Honeymoon in Italy

You might have expected us to be ready with an update regarding a certain major event that occurred last week, and we are working on just such a post. But first, I wanted to share a set of much older photos that we’ve never posted online before; in fact, we didn’t have them in a digital format until just last year.

The pictures in question were taken on our honeymoon in Italy way back in the year 2000. We took them with a little APS film camera that we bought more or less specifically with this trip in mind, and until last year, the only copies we had were in a gorgeous album that Julie put together using the prints and a few souvenirs from the trip. We still had the original APS negatives, however, and as photographic technology advanced, it bothered me a bit that we didn’t have backups in a more durable digital form. That unease, coupled with a gradually dawning awareness of the fact that the APS format was disappearing from the planet, finally motivated me to do something last December, before we ran out of options.

We didn’t have the time to scan the prints ourselves, and I was a little concerned that taking that approach wouldn’t yield the level of quality I was hoping for anyway. Instead, I shopped around for a service that could scan the negatives directly and give us high-resolution, good quality JPEG files. Some online research turned up a couple different firms that offer mail order processing: you send them your negatives, and they scan them and post the digital copies online for you to download. These services give you very high-resolution scans at reasonably affordable prices, but they require you to send your precious negatives—by far the best representation you have of your photos—by mail to faraway places like India, and in many cases, they don’t send them back. Seeing as Julie and I aren’t in any position to take a make-up trip to Italy to recreate these photos, that made me a little uncomfortable.

With that in mind, I looked around for a local solution that might give us a bit more peace of mind. It turns out that there’s a photo processing business less than a third of a mile from us, just a five-minute walk from our house, that is very well-reviewed online. It seemed like a perfect solution to our problem, but when I called to ask about the job, the owner informed me that he did not have the equipment required to handle APS negatives—see the comment above about running out of options as the format disappears from the planet. Luckily, he was able to recommend someone else in town who is still set up to handle this kind of work.

The scans we ended up getting are much lower resolution than the online services provide: the lab would have charged us significantly more for high-res scans, as the owner of the shop would have to do them by hand, and he convinced me there wouldn’t be a significant benefit in terms of quality for the uses I had in mind. He was probably right, too, as many of the original photos weren’t that great to begin with. Lots of them were shot using ISO 400 film, even though they were taken outdoors in bright light: we were taking a lot of low-light shots inside churches and museums, so changing film all the time didn’t seem to make sense, and I didn’t fully understand how much more grainy this would make the resulting photos look. He ended up having to process some of the rolls by hand anyway, due to the condition of the film, and he didn’t charge us extra.

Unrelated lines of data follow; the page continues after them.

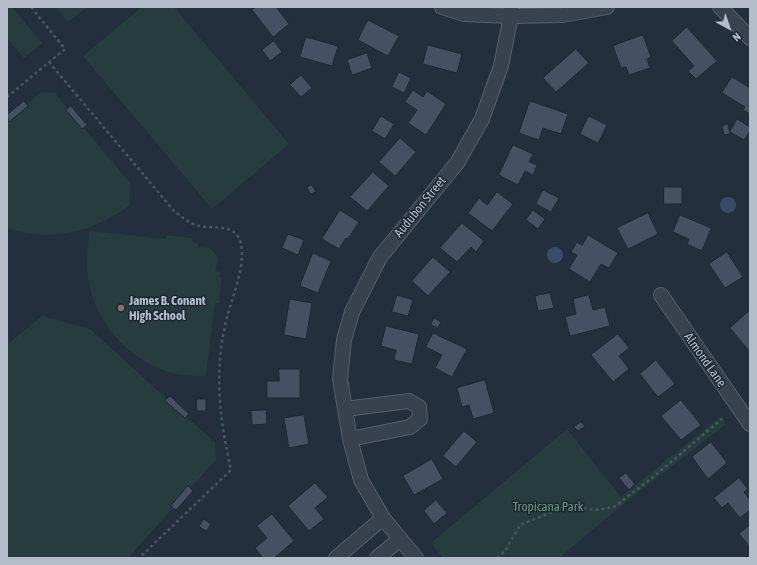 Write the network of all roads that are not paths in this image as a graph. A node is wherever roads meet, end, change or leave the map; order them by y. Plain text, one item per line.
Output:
1 (442, 7) edge
2 (607, 7) edge
3 (720, 7) edge
4 (511, 11) edge
5 (750, 38) edge
6 (661, 295) dead end
7 (345, 409) junction
8 (746, 409) edge
9 (750, 424) edge
10 (350, 439) junction
11 (382, 518) junction
12 (400, 539) junction
13 (336, 558) edge
14 (378, 558) edge
15 (416, 558) edge

1 - 4 street
2 - 4 street
3 - 5 street
4 - 7 street, Audubon Street
6 - 8 street, Almond Lane
7 - 10 street, Audubon Street
7 - 10 street
8 - 9 street, Almond Lane
10 - 11 street, Audubon Street
11 - 12 street, Audubon Street
11 - 13 street
12 - 14 street
12 - 15 street, Audubon Street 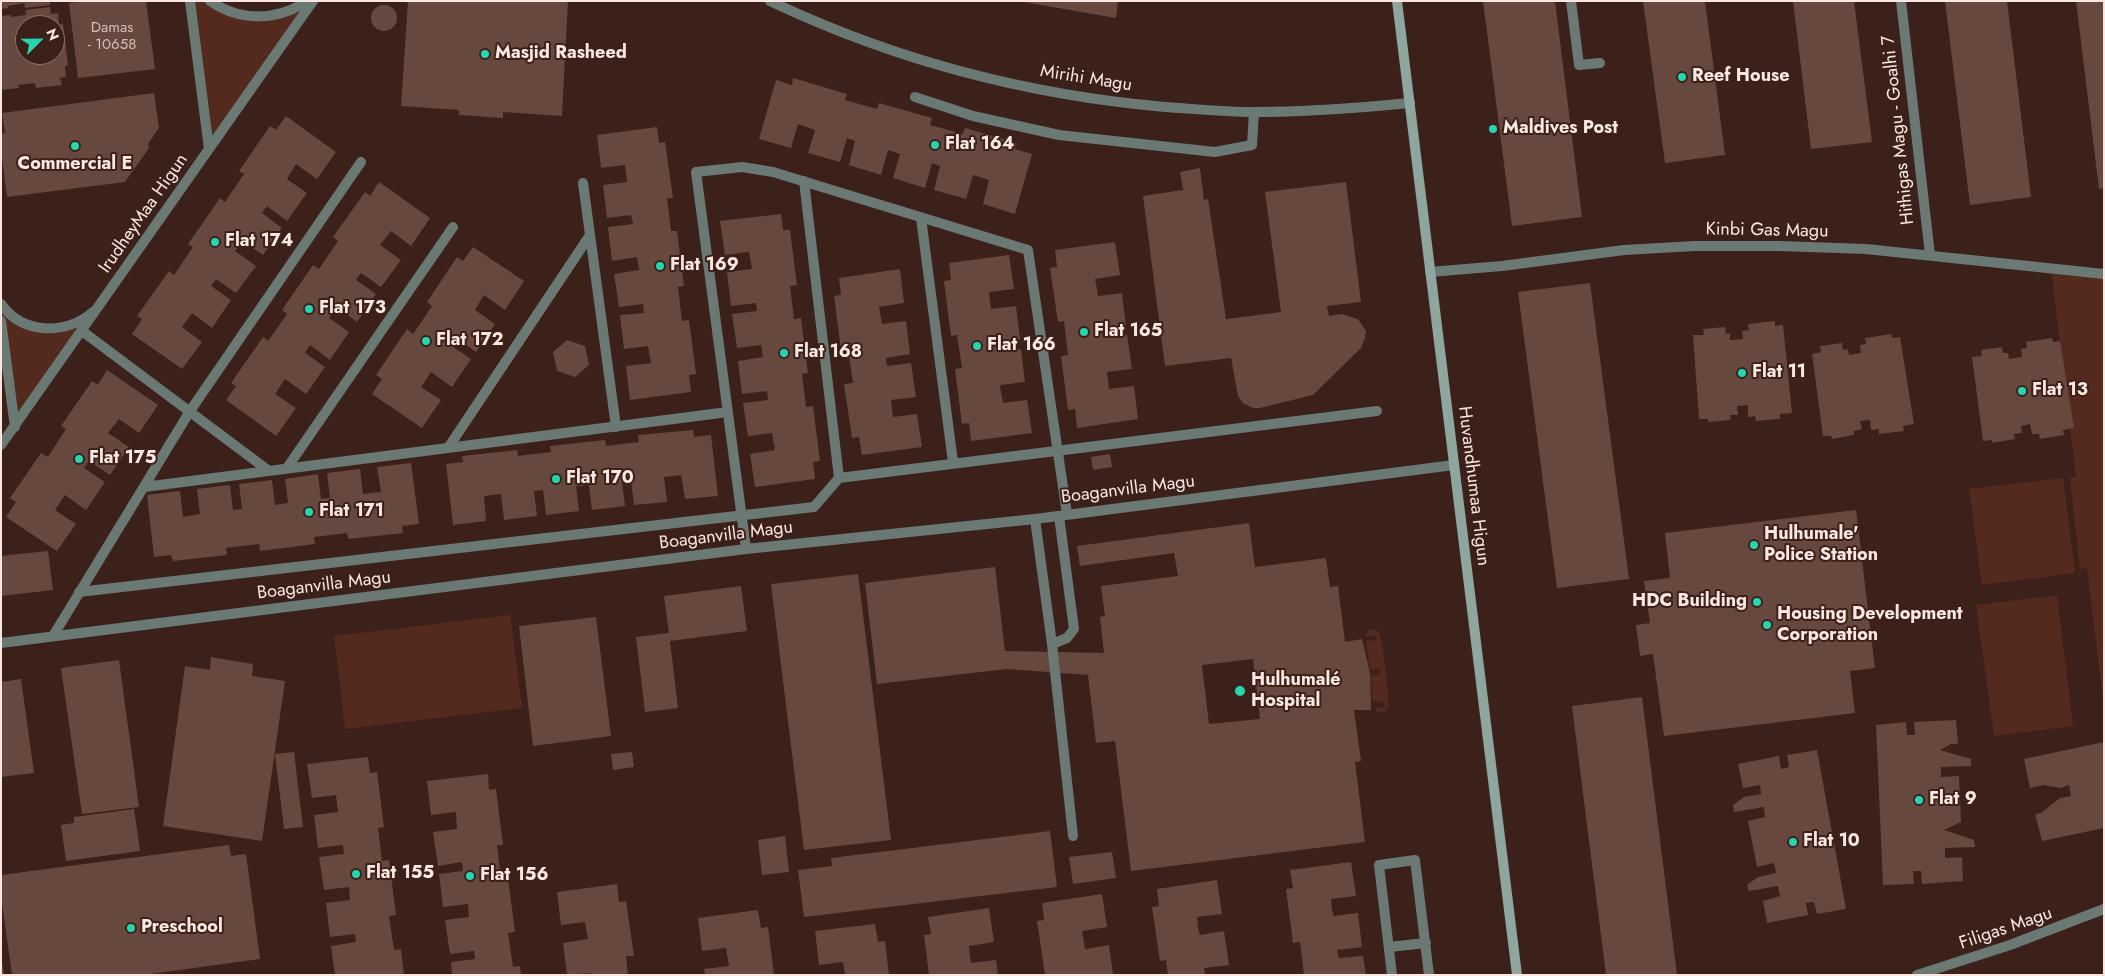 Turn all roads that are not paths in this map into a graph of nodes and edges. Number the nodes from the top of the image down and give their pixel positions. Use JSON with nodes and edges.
{"nodes":[{"id":1,"x":190,"y":1,"type":"edge"},
{"id":2,"x":210,"y":1,"type":"edge"},
{"id":3,"x":308,"y":1,"type":"edge"},
{"id":4,"x":313,"y":1,"type":"edge"},
{"id":5,"x":770,"y":1,"type":"edge"},
{"id":6,"x":1397,"y":1,"type":"edge"},
{"id":7,"x":1571,"y":1,"type":"edge"},
{"id":8,"x":1901,"y":1,"type":"edge"},
{"id":9,"x":1600,"y":63,"type":"dead end"},
{"id":10,"x":915,"y":97,"type":"dead end"},
{"id":11,"x":1410,"y":103,"type":"junction"},
{"id":12,"x":1254,"y":112,"type":"junction"},
{"id":13,"x":209,"y":149,"type":"junction"},
{"id":14,"x":361,"y":162,"type":"dead end"},
{"id":15,"x":804,"y":181,"type":"junction"},
{"id":16,"x":583,"y":184,"type":"dead end"},
{"id":17,"x":921,"y":218,"type":"junction"},
{"id":18,"x":452,"y":227,"type":"dead end"},
{"id":19,"x":590,"y":235,"type":"junction"},
{"id":20,"x":1930,"y":255,"type":"junction"},
{"id":21,"x":1430,"y":272,"type":"junction"},
{"id":22,"x":2104,"y":274,"type":"edge"},
{"id":23,"x":102,"y":303,"type":"junction"},
{"id":24,"x":1,"y":304,"type":"edge"},
{"id":25,"x":1,"y":321,"type":"edge"},
{"id":26,"x":82,"y":331,"type":"junction"},
{"id":27,"x":190,"y":411,"type":"junction"},
{"id":28,"x":728,"y":412,"type":"junction"},
{"id":29,"x":1376,"y":412,"type":"dead end"},
{"id":30,"x":15,"y":426,"type":"junction"},
{"id":31,"x":616,"y":427,"type":"junction"},
{"id":32,"x":1,"y":445,"type":"edge"},
{"id":33,"x":448,"y":448,"type":"junction"},
{"id":34,"x":1058,"y":450,"type":"junction"},
{"id":35,"x":953,"y":462,"type":"junction"},
{"id":36,"x":1454,"y":465,"type":"junction"},
{"id":37,"x":287,"y":468,"type":"junction"},
{"id":38,"x":269,"y":471,"type":"junction"},
{"id":39,"x":839,"y":478,"type":"junction"},
{"id":40,"x":144,"y":487,"type":"junction"},
{"id":41,"x":1063,"y":515,"type":"junction"},
{"id":42,"x":742,"y":516,"type":"junction"},
{"id":43,"x":1035,"y":519,"type":"junction"},
{"id":44,"x":746,"y":549,"type":"junction"},
{"id":45,"x":79,"y":592,"type":"junction"},
{"id":46,"x":53,"y":636,"type":"junction"},
{"id":47,"x":1,"y":643,"type":"edge"},
{"id":48,"x":1052,"y":644,"type":"junction"},
{"id":49,"x":1073,"y":836,"type":"dead end"},
{"id":50,"x":2104,"y":909,"type":"edge"},
{"id":51,"x":1426,"y":943,"type":"junction"},
{"id":52,"x":1389,"y":947,"type":"junction"},
{"id":53,"x":1392,"y":975,"type":"edge"},
{"id":54,"x":1430,"y":975,"type":"edge"},
{"id":55,"x":1517,"y":975,"type":"edge"},
{"id":56,"x":1917,"y":975,"type":"edge"}],
"edges":[{"from":1,"to":13,"type":"street"},
{"from":2,"to":3,"type":"street"},
{"from":4,"to":13,"type":"street","name":"IrudheyMaa Higun"},
{"from":5,"to":12,"type":"street","name":"Mirihi Magu"},
{"from":6,"to":11,"type":"street","name":"Huvandhumaa Higun"},
{"from":7,"to":9,"type":"street"},
{"from":8,"to":20,"type":"street","name":"Hithigas Magu - Goalhi 7"},
{"from":10,"to":12,"type":"street"},
{"from":11,"to":12,"type":"street","name":"Mirihi Magu"},
{"from":11,"to":21,"type":"street","name":"Huvandhumaa Higun"},
{"from":13,"to":23,"type":"street","name":"IrudheyMaa Higun"},
{"from":14,"to":27,"type":"street"},
{"from":15,"to":17,"type":"street"},
{"from":15,"to":28,"type":"street"},
{"from":15,"to":39,"type":"street"},
{"from":16,"to":19,"type":"street"},
{"from":17,"to":34,"type":"street"},
{"from":17,"to":35,"type":"street"},
{"from":18,"to":37,"type":"street"},
{"from":19,"to":31,"type":"street"},
{"from":19,"to":33,"type":"street"},
{"from":20,"to":21,"type":"street","name":"Kinbi Gas Magu"},
{"from":20,"to":22,"type":"street","name":"Kinbi Gas Magu"},
{"from":21,"to":36,"type":"street","name":"Huvandhumaa Higun"},
{"from":23,"to":24,"type":"street"},
{"from":23,"to":26,"type":"street","name":"IrudheyMaa Higun"},
{"from":25,"to":30,"type":"street"},
{"from":26,"to":27,"type":"street"},
{"from":26,"to":30,"type":"street","name":"IrudheyMaa Higun"},
{"from":27,"to":38,"type":"street"},
{"from":27,"to":40,"type":"street"},
{"from":28,"to":31,"type":"street"},
{"from":28,"to":42,"type":"street"},
{"from":29,"to":34,"type":"street"},
{"from":30,"to":32,"type":"street","name":"IrudheyMaa Higun"},
{"from":31,"to":33,"type":"street"},
{"from":33,"to":37,"type":"street"},
{"from":34,"to":35,"type":"street"},
{"from":34,"to":41,"type":"street"},
{"from":35,"to":39,"type":"street"},
{"from":36,"to":41,"type":"street","name":"Boaganvilla Magu"},
{"from":36,"to":55,"type":"street","name":"Huvandhumaa Higun"},
{"from":37,"to":38,"type":"street"},
{"from":38,"to":40,"type":"street"},
{"from":39,"to":42,"type":"street"},
{"from":40,"to":45,"type":"street"},
{"from":41,"to":43,"type":"street","name":"Boaganvilla Magu"},
{"from":41,"to":48,"type":"street"},
{"from":42,"to":44,"type":"street"},
{"from":42,"to":45,"type":"street"},
{"from":43,"to":44,"type":"street","name":"Boaganvilla Magu"},
{"from":43,"to":48,"type":"street"},
{"from":44,"to":46,"type":"street","name":"Boaganvilla Magu"},
{"from":45,"to":46,"type":"street"},
{"from":46,"to":47,"type":"street","name":"Boaganvilla Magu"},
{"from":48,"to":49,"type":"street"},
{"from":50,"to":56,"type":"street","name":"Filigas Magu"},
{"from":51,"to":52,"type":"street"},
{"from":51,"to":52,"type":"street"},
{"from":51,"to":54,"type":"street"},
{"from":52,"to":53,"type":"street"}]} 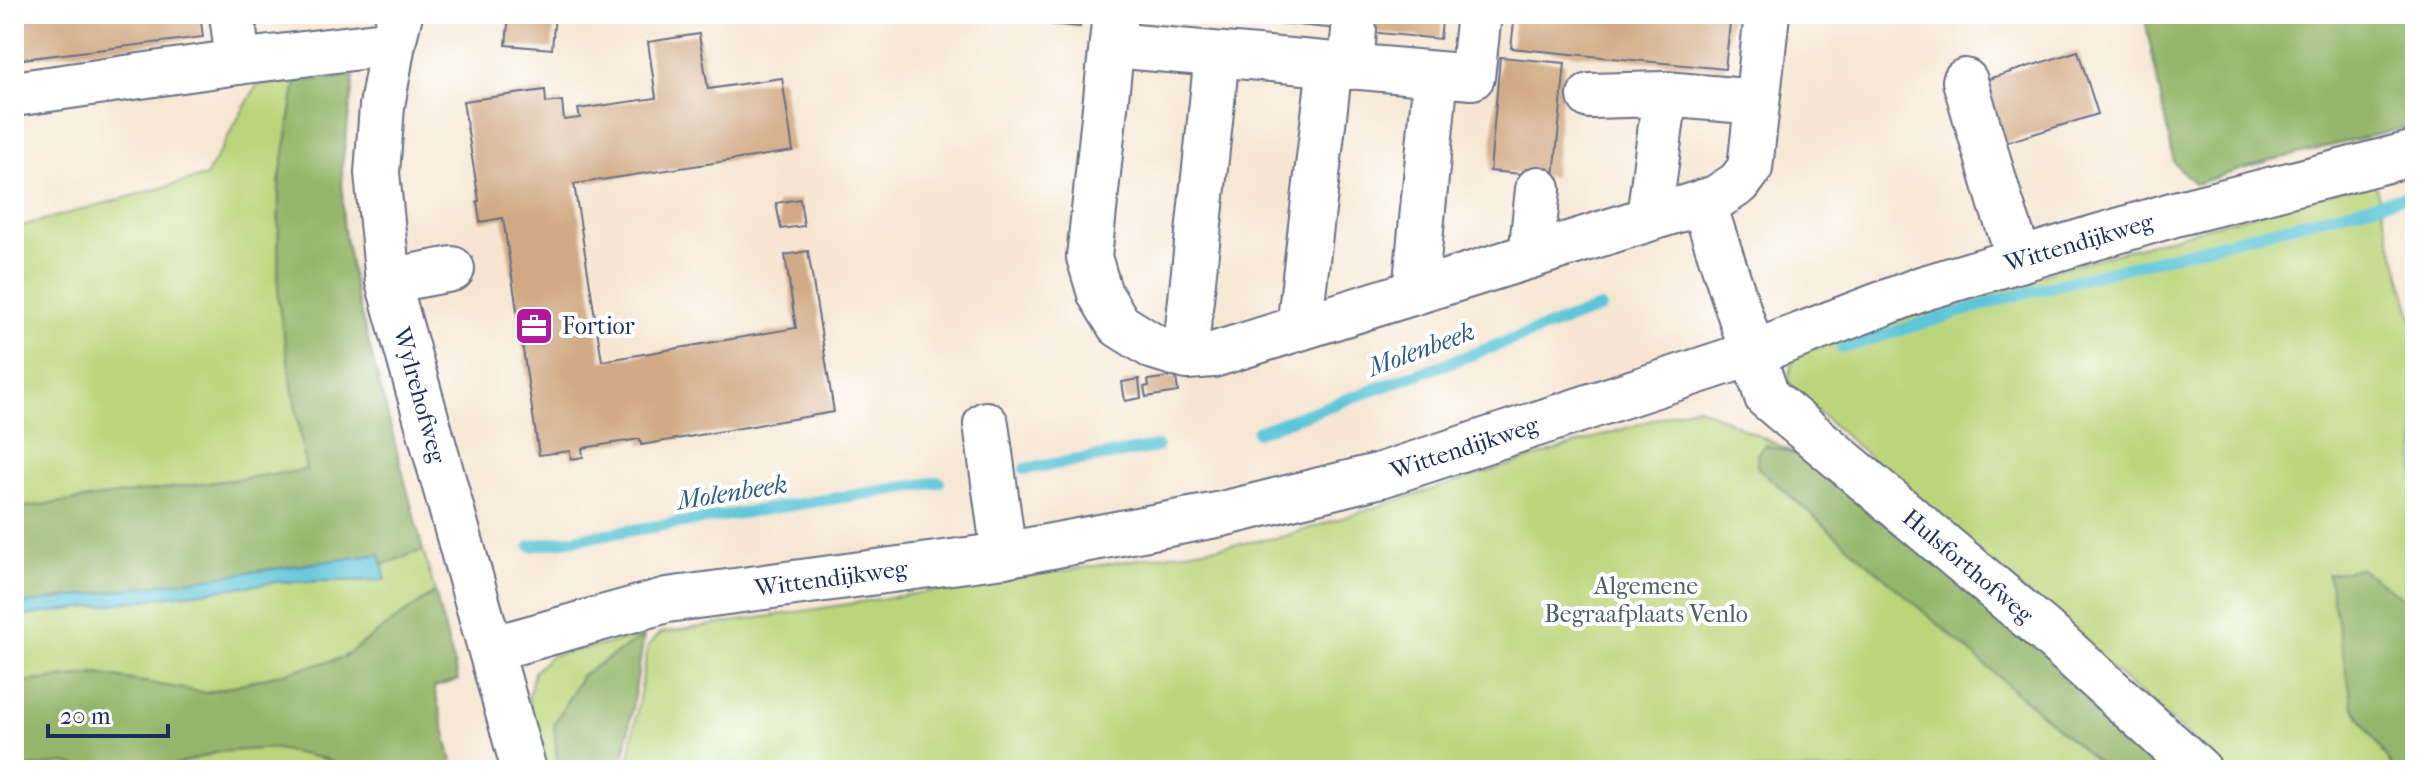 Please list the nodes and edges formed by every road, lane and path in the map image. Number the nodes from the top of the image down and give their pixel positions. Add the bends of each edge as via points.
1 (232, 14) edge
2 (1479, 14) edge
3 (1767, 14) edge
4 (396, 29) edge
5 (1114, 30) edge
6 (1345, 54) junction
7 (1217, 55) junction
8 (238, 62) junction
9 (1436, 74) junction
10 (1965, 81) dead end
11 (14, 94) edge
12 (1665, 94) junction
13 (1590, 96) dead end
14 (1757, 102) junction
15 (2415, 153) edge
16 (1538, 189) dead end
17 (1703, 202) junction
18 (1649, 218) junction
19 (1531, 256) junction
20 (2020, 260) junction
21 (452, 269) dead end
22 (388, 281) junction
23 (1415, 292) junction
24 (1299, 328) junction
25 (1753, 353) junction
26 (1185, 356) junction
27 (986, 424) dead end
28 (1004, 555) junction
29 (491, 649) junction
30 (524, 770) edge
31 (2199, 770) edge

1 - 8 street
2 - 9 street via 1472,77
3 - 14 street
4 - 8 street
4 - 22 street, Wylrehofweg via 377,173
5 - 7 street
5 - 26 street via 1089,257 1100,294 1119,325 1154,347
6 - 7 street
6 - 9 street
6 - 24 street
7 - 26 street
8 - 11 street
9 - 23 street
10 - 20 street
12 - 13 street
12 - 14 street
12 - 18 street
14 - 17 street via 1750,168 1739,183
15 - 20 street, Wittendijkweg
16 - 19 street
17 - 18 street
17 - 25 street, Hulsforthofweg
18 - 19 street
19 - 23 street
20 - 25 street, Wittendijkweg via 1924,288
21 - 22 street
22 - 29 street, Wylrehofweg
23 - 24 street
24 - 26 street via 1213,355
25 - 28 street, Wittendijkweg via 1381,475 1222,514
25 - 31 street, Hulsforthofweg via 1767,397 2044,630
27 - 28 street
28 - 29 street, Wittendijkweg via 667,600
29 - 30 street, Wylrehofweg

In the end, I was moderately happy with the results. Most of the scans look decent, but many of the photos came through the scanning process looking somewhat overexposed, so I had to work with them one at a time in iPhoto to bring out highlights. It’s not clear whether this was related to the state of the negatives themselves or to the challenge of quickly scanning a couple hundred photos without knowing exactly what they looked like to begin with, but we got the negatives back, so we can always send them off someplace else if we decide we want higher-quality scans at a later date. In any event, after a bit of tuning, the final results are perfectly acceptable for posting on the web.

As an aside, I’m taking the time to wrap up this project now because we’re putting many of our old photos—including the ones from Italy that Julie didn’t use in her scrapbook—into storage since we turned the office, where they had been kept, into Joe’s bedroom. Rather than dig them out later (or not, as would have probably been the case), it made sense to get the information we needed from the pictures, like the date and time they were taken, while they were still handy. Now that the project is complete, we can put aside the box of photos that’s been sitting out ever since Joe changed rooms and free up some space on our bedroom floor.